● What to work on:
Whenever a line in this data holds the word "nodes", report that line in full.

● Given data:
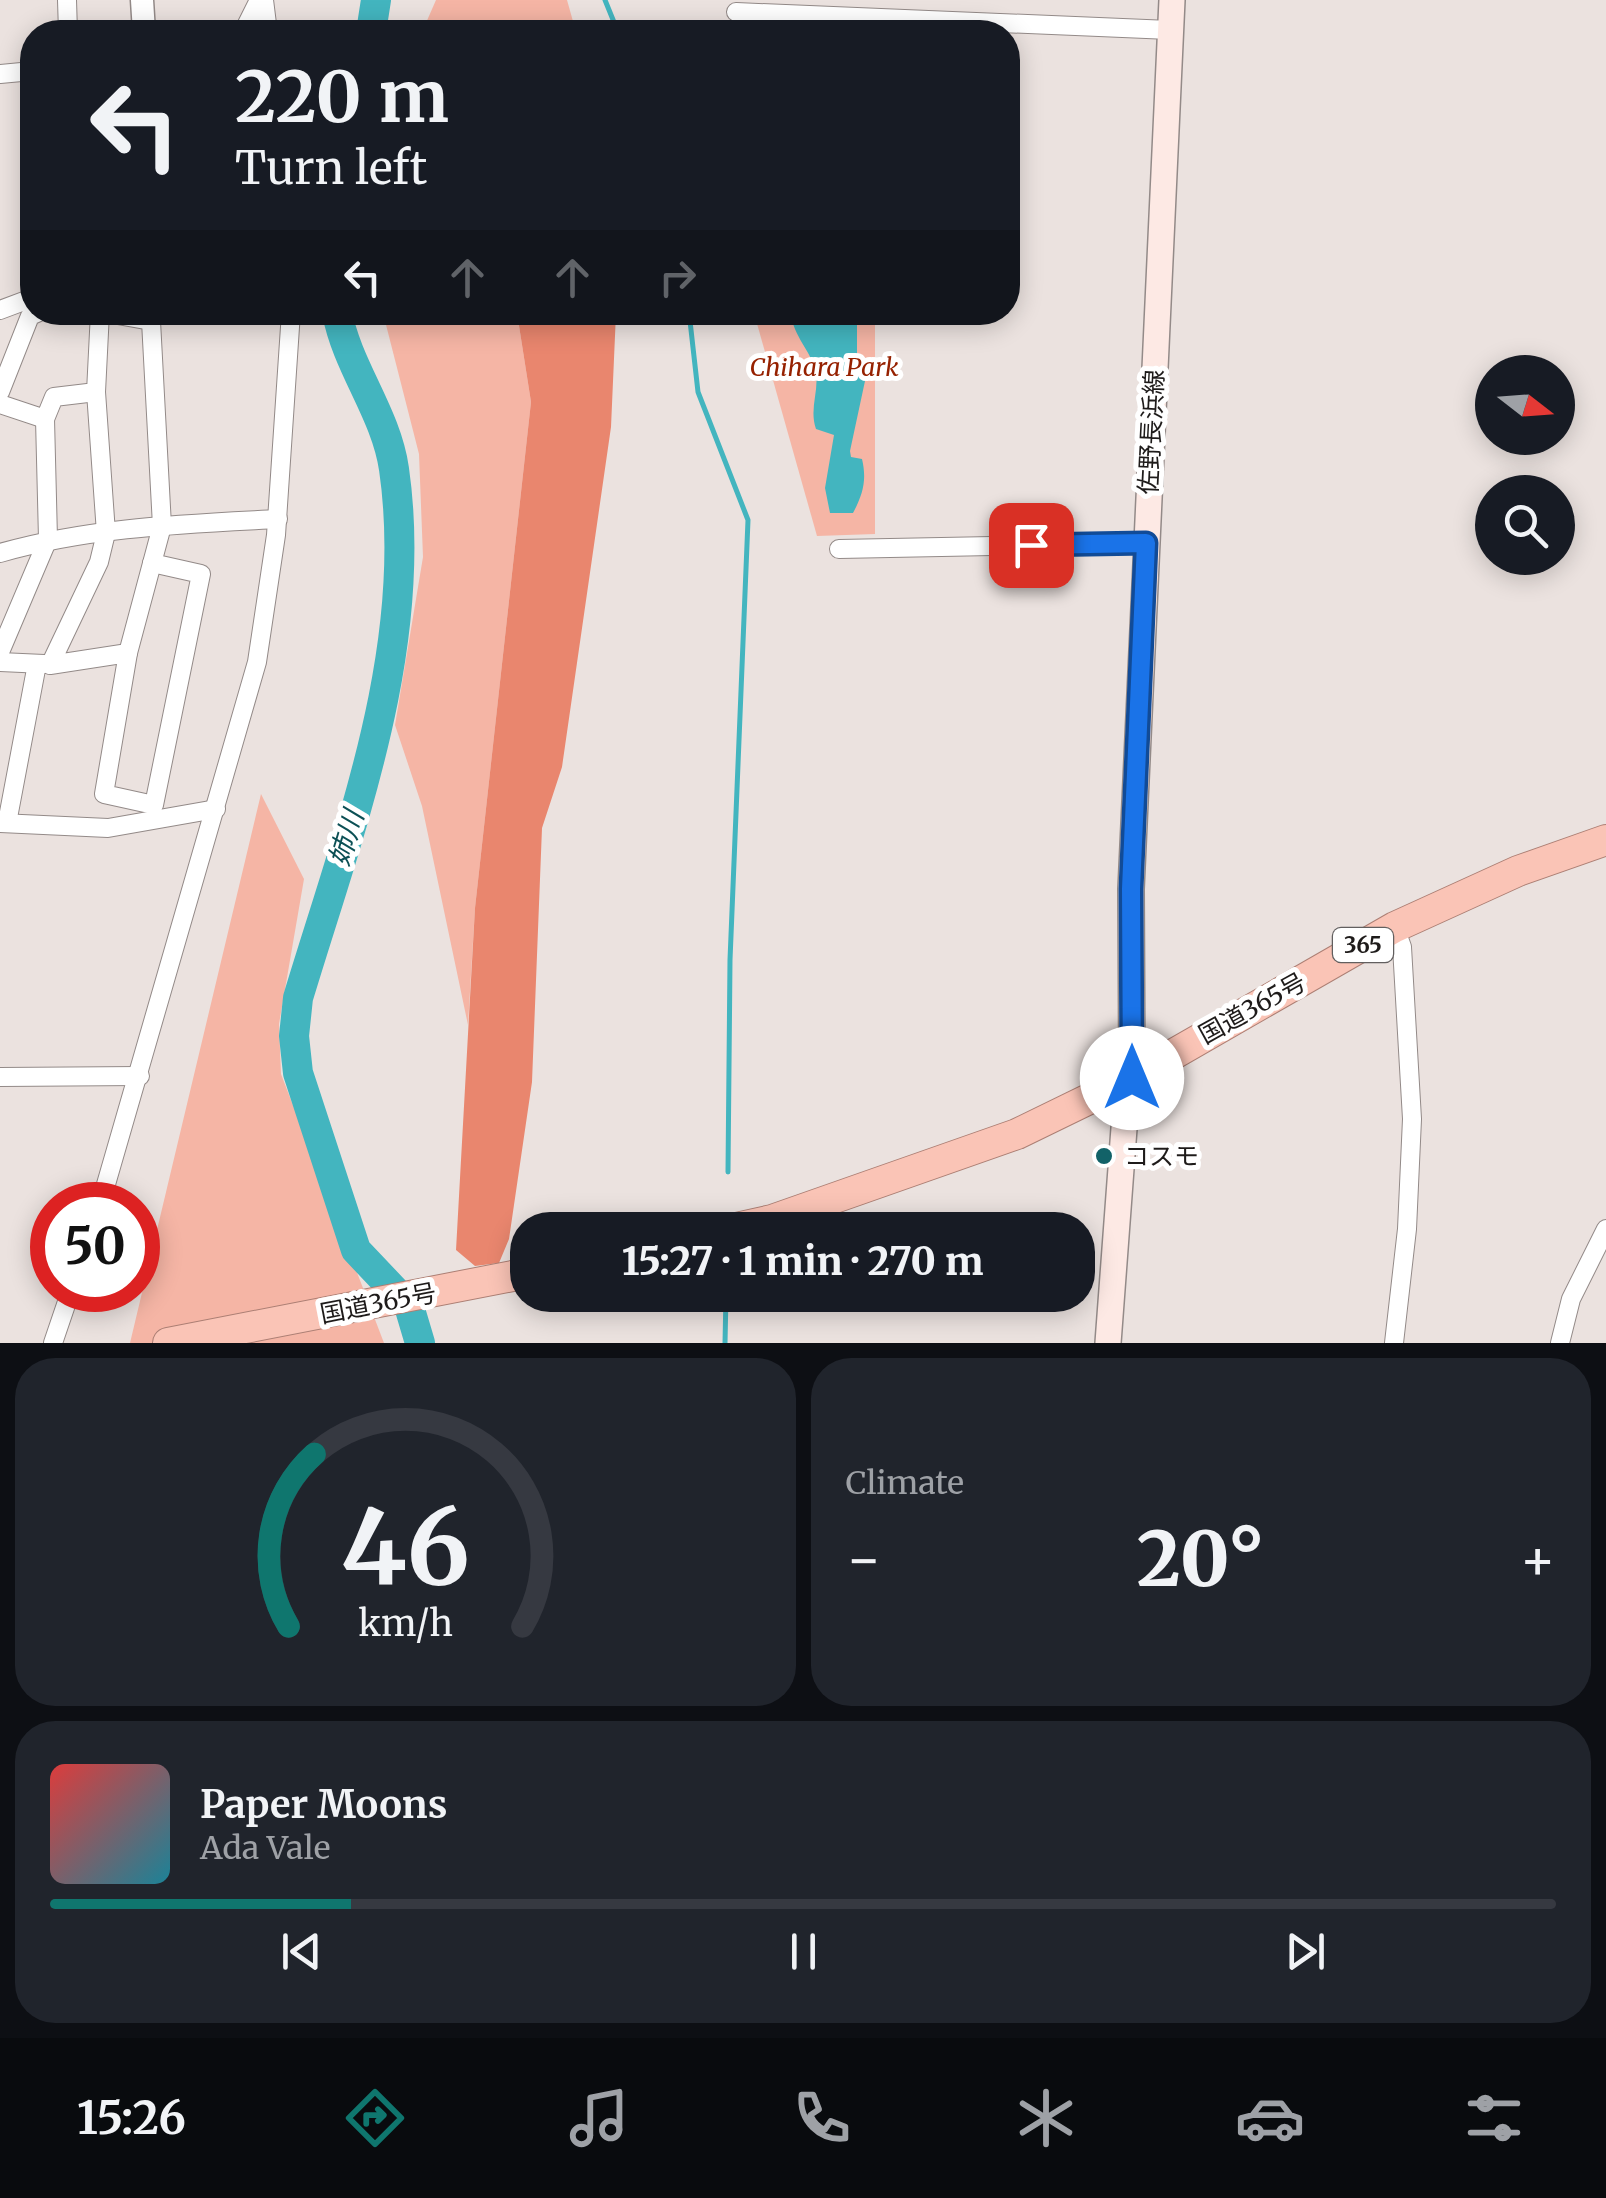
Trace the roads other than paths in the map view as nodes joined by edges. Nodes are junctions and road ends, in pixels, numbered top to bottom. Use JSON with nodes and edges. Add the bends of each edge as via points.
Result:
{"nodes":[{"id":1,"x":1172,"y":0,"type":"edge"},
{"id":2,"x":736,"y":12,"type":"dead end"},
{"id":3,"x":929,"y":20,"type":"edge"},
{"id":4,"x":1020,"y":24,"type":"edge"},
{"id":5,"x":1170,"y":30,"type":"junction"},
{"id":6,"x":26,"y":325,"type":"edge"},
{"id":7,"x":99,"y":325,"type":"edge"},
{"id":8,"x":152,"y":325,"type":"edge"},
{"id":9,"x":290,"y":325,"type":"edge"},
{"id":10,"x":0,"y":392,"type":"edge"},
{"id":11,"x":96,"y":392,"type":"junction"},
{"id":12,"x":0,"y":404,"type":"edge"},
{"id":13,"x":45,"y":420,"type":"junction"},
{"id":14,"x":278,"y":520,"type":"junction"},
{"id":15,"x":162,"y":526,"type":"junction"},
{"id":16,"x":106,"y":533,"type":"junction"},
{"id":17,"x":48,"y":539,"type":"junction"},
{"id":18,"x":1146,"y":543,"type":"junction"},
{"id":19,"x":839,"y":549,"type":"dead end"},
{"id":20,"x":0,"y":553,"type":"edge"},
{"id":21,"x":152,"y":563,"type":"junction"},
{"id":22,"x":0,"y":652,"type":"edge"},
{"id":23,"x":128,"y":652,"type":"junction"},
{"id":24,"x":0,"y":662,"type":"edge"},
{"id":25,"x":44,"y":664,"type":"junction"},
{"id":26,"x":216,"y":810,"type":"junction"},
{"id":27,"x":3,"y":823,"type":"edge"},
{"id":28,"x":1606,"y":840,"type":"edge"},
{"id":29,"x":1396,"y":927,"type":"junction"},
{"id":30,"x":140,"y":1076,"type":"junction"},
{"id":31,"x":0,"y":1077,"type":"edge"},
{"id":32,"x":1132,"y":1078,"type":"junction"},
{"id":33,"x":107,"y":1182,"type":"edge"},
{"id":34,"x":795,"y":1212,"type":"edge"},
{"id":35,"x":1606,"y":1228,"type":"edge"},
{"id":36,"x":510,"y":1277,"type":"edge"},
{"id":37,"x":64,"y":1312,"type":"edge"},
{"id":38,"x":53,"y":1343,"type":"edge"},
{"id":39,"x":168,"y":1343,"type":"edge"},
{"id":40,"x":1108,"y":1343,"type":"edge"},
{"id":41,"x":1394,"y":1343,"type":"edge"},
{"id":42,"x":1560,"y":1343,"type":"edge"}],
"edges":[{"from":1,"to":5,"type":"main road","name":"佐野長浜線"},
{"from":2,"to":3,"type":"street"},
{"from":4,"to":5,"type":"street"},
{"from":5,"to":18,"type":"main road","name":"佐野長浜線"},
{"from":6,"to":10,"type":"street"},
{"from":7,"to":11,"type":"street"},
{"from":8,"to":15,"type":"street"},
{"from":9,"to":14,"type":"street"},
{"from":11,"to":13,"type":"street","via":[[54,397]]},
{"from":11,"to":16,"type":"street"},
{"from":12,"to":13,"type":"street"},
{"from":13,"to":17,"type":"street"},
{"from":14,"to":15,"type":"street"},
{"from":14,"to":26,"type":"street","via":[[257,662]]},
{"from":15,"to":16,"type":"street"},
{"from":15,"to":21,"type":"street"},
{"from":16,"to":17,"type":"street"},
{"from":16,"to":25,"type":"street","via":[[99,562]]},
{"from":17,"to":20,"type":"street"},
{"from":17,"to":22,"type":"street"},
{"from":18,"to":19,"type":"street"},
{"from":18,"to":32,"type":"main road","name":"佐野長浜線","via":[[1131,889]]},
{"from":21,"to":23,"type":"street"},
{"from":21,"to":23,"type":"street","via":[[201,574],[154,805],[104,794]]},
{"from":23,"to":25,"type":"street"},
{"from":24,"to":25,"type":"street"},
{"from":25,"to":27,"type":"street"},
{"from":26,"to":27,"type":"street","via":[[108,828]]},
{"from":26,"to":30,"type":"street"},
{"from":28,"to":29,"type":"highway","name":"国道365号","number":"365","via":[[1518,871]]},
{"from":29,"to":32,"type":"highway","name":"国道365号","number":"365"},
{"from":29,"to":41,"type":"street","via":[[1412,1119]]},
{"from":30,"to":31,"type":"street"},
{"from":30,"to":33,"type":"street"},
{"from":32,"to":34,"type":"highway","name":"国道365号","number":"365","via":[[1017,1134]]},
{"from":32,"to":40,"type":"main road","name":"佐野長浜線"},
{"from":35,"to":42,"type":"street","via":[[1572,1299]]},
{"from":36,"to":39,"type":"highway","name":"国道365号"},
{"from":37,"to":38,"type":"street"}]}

● Answer for this exercise:
Trace the roads other than paths in the map view as nodes joined by edges. Nodes are junctions and road ends, in pixels, numbered top to bottom. Use JSON with nodes and edges. Add the bends of each edge as via points.
{"nodes":[{"id":1,"x":1172,"y":0,"type":"edge"},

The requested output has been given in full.